▶ [Dataset entries]:
* * * *
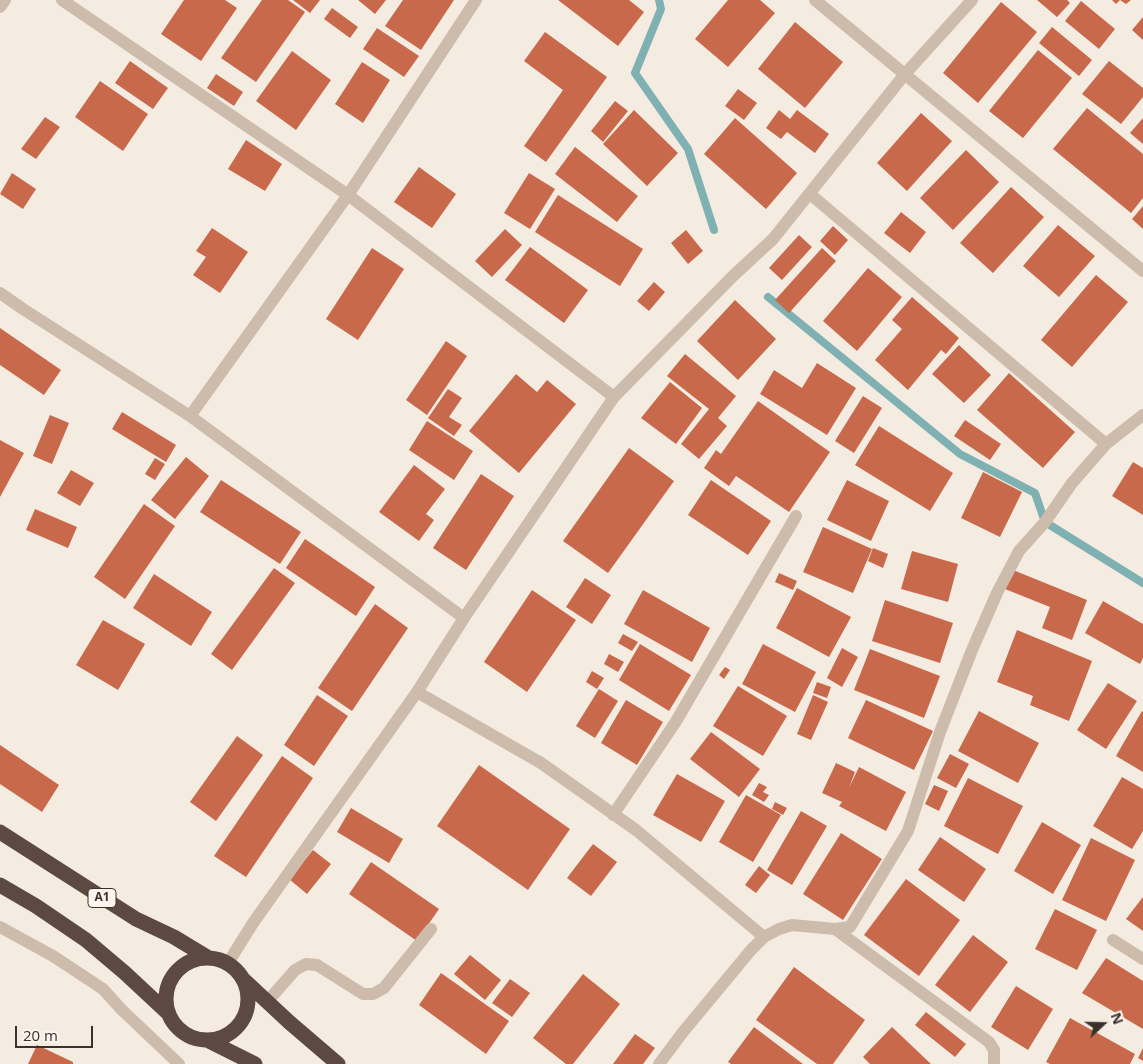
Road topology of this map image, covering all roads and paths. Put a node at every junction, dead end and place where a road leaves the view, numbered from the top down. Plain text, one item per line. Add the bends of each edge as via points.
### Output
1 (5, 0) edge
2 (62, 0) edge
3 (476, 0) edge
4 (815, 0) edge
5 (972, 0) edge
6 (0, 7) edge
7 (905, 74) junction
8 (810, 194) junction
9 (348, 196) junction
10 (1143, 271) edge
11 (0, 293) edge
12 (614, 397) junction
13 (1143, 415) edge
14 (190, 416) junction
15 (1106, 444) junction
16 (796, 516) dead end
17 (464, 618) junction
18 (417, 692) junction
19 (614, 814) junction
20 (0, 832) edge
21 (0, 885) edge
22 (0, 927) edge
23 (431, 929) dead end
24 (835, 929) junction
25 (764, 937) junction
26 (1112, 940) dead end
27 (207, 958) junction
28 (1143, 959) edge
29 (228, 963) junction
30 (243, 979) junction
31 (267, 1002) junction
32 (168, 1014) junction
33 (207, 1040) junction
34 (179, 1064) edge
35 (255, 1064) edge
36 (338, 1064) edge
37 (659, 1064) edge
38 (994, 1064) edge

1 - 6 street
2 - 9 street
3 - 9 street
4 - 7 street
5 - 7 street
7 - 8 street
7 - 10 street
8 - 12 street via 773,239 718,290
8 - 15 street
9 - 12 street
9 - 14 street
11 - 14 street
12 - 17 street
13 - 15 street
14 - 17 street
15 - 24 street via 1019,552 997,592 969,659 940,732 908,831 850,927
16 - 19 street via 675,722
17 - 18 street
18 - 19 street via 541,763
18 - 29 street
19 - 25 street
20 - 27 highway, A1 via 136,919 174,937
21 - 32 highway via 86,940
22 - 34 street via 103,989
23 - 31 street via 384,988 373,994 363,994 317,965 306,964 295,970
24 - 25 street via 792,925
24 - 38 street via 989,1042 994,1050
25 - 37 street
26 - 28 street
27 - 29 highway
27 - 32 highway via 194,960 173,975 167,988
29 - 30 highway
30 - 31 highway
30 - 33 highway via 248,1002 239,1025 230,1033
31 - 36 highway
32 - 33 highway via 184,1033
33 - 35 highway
* * * *
Count, in the data above, the lines that hold "highway". Return only that count.

10